The West, led by the U.S., also sees this landgrab as Russia interfering with Ukraine after the nation’s recent revolution, in an attempt to warp the nation’s evolution toward pro-Russian interests.
“The United States has for some time, going back to the Bush administration and including the Obama administration, believed the international community had responsibility when there were egregious human rights violations,” said Columbia University professor Robert Legvold. “The Russians, like the Chinese, and for that matter the Indians, are deeply committed to the notion that the outside world ought not to be interfering in these domestic problems, no matter how bad they get for the populations in these areas.”
The EU is limited in its response to the situation. As most of its members are dependent on Russian gas, a Russian embargo could mean a financial recession for much of continental Europe.
With Russia’s seizing of Crimea certain to end diplomatic relations with the U.S., the likelihood of the U.S. ever bringing Snowden to justice seems increasingly remote, as long as he remains in Russia.
Many argue that retrieving Snowden should not be the primary focus right now. The bigger concern is understanding how one man managed to steal the nation’s biggest secrets without anyone knowing. Only then can the nation assure that the incident will not be repeated.

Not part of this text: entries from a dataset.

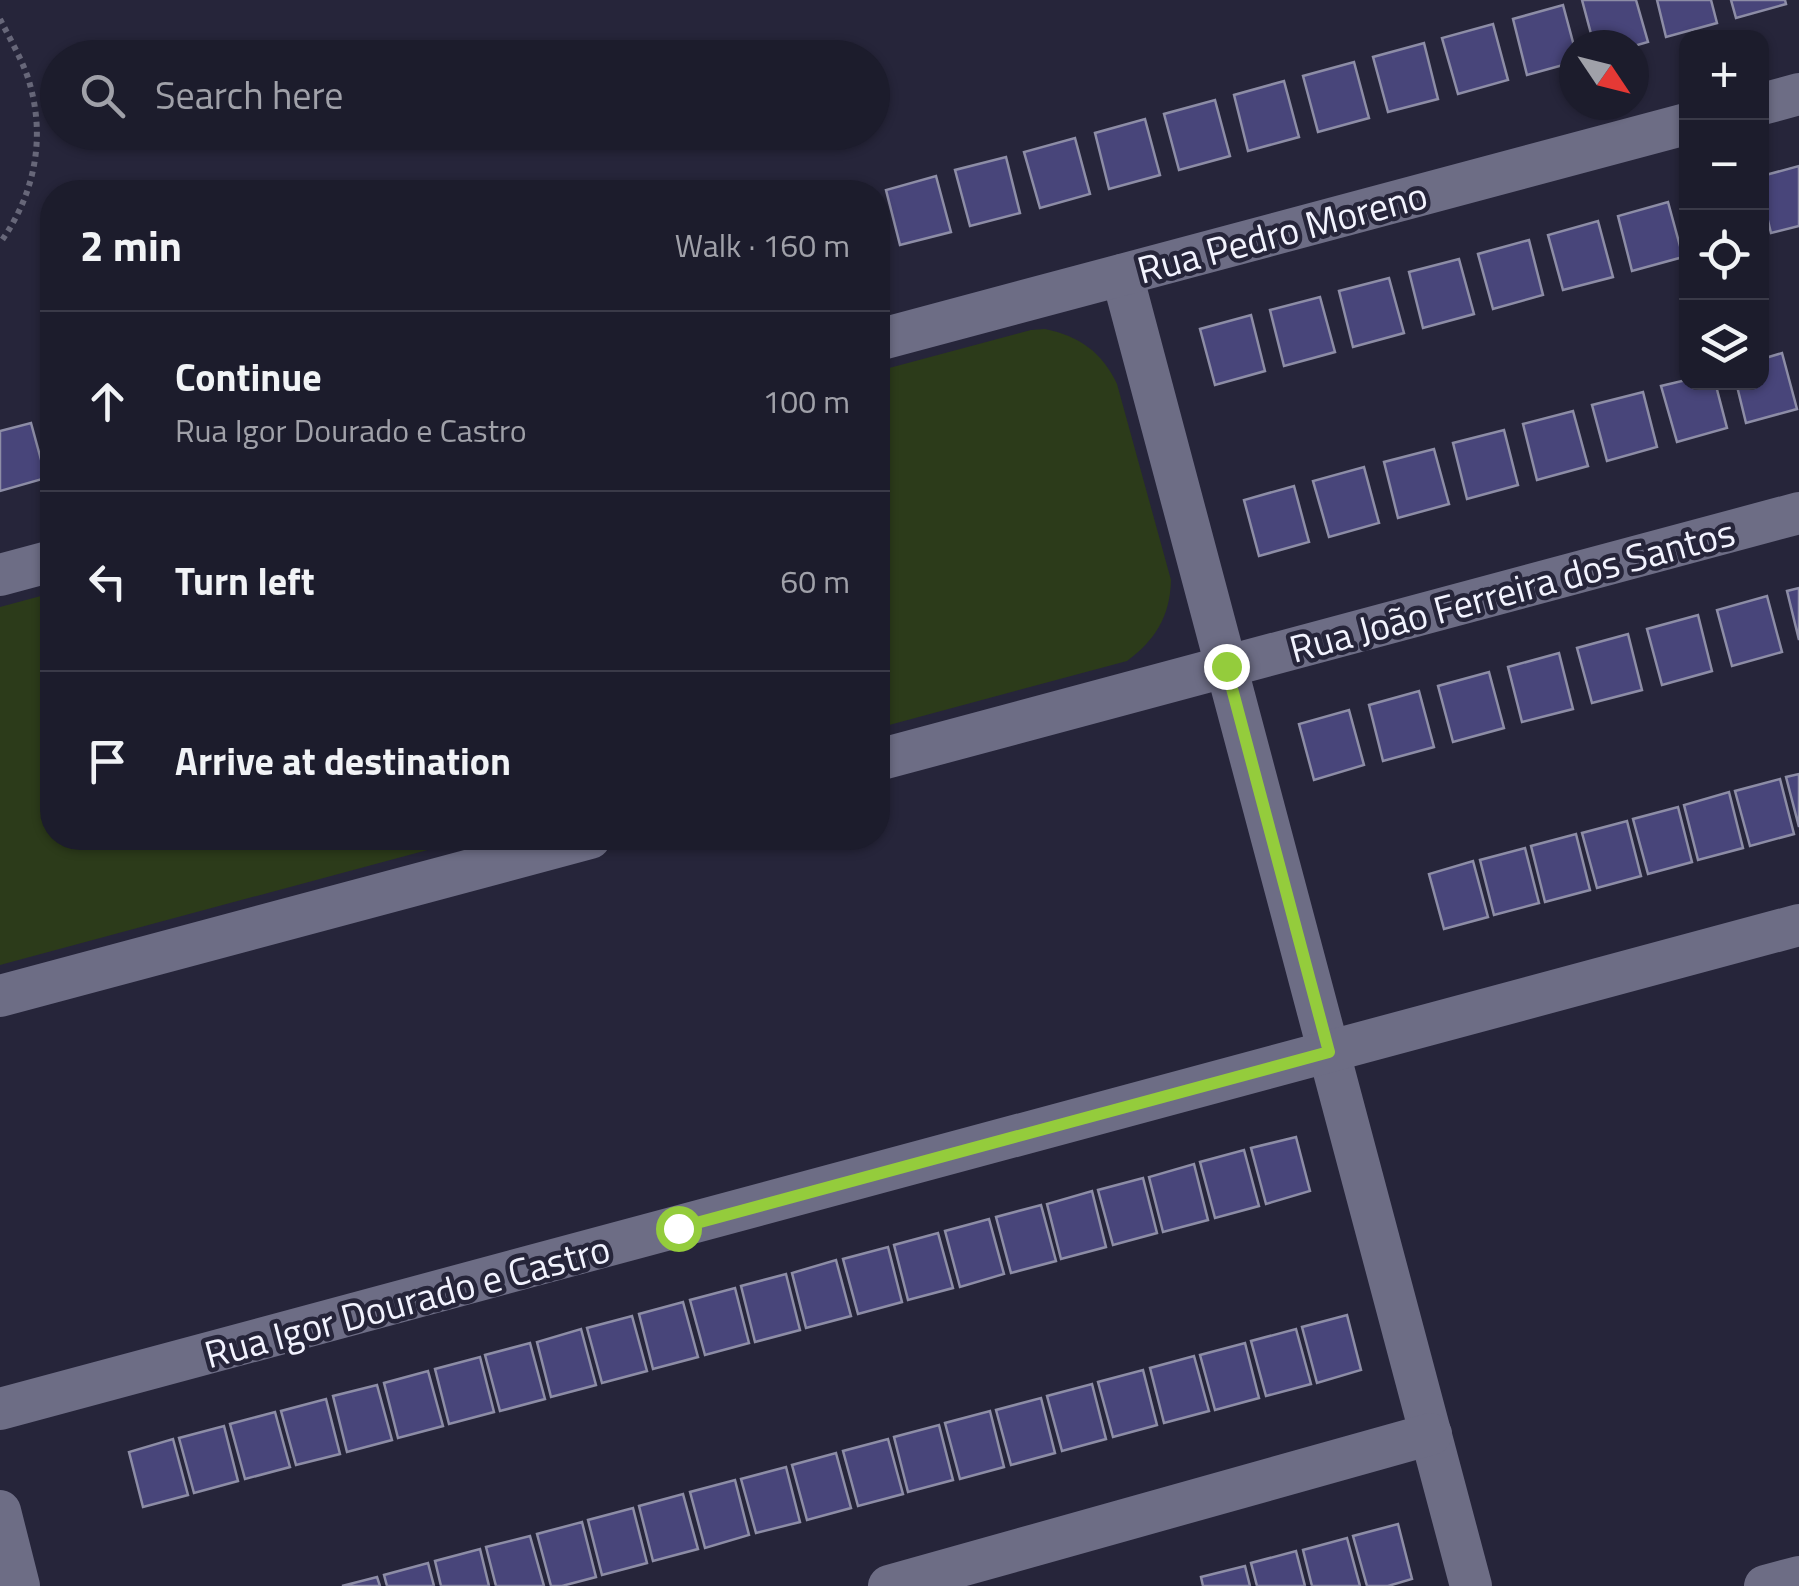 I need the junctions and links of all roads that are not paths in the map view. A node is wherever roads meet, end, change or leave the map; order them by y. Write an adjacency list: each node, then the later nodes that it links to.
1 (1799, 94): 2 (street)
2 (1769, 102)
3 (1679, 126): 4 (street, Rua Pedro Moreno)
4 (1122, 275): 5 (street, Rua Pedro Moreno); 9 (street)
5 (890, 337)
6 (1799, 513): 9 (street, Rua João Ferreira dos Santos)
7 (40, 564): 8 (street)
8 (0, 575)
9 (1226, 666): 10 (street, Rua João Ferreira dos Santos); 14 (street)
10 (890, 757)
11 (545, 850): 13 (street)
12 (1799, 925): 14 (street, Rua Igor Dourado e Castro)
13 (0, 996)
14 (1329, 1052): 15 (street, Rua Igor Dourado e Castro); 16 (street)
15 (0, 1409)
16 (1431, 1434): 20 (street); 21 (street)
17 (0, 1510): 19 (street)
18 (1799, 1577): 22 (street)
19 (20, 1586)
20 (888, 1586)
21 (1472, 1586)
22 (1765, 1586)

A whistleblower or a thief?
The extent of the fallout from Snowden’s disclosure is significant on both the macro and personal scales. A Feb. 10 “for official use only” memo revealed that a civilian National Security Agency employee that allowed Snowden to use his login credentials to access classified information was stripped of his security clearance and an active duty member of the military is now barred from the NSA for allegedly aiding Snowden. These security lapses could take up to two years to mitigate, Dempsey told the committee.
In November, Reuters reported that Snowden may have persuaded between 20 and 25 fellow contractors to give him their login credentials. While Snowden denied any trickery in dealing with his former co-workers at the time, the NSA did not comment on the allegation until the February memo.
Taken with head of the Defense Intelligence Agency Lt. Gen. Michael Flynn’s interview with National Public Radio Friday indicating that the U.S. has been forced to assume that Russia now has access to Snowden’s stolen documents, all of this reflects a possible change in the United States’ approach to validating its call for the extradition of Snowden back to the U.S.
Snowden is seen overwhelmingly as a whistleblower. The perception that Snowden helped to reveal a severely flawed, illegal and possibly unconstitutional multinational intelligence apparatus has defeated arguments that Snowden should be held responsible for his actions. This continuing debate on whether Snowden is a whistleblower, a traitor or both is reflected by the fact that Snowden spoke, via videoconference, at Austin’s South by Southwest (SXSW) Festival on Monday.
“Mr. Snowden’s appearance would stamp the imprimatur of your fine organization on a man who ill deserves such accolades,” Rep. Mike Pompeo of Kansas wrote to SXSW organizers in an attempt to remove Snowden from the festival schedule. “Rewarding Mr. Snowden’s behavior in this way encourages the very lawlessness he exhibited.”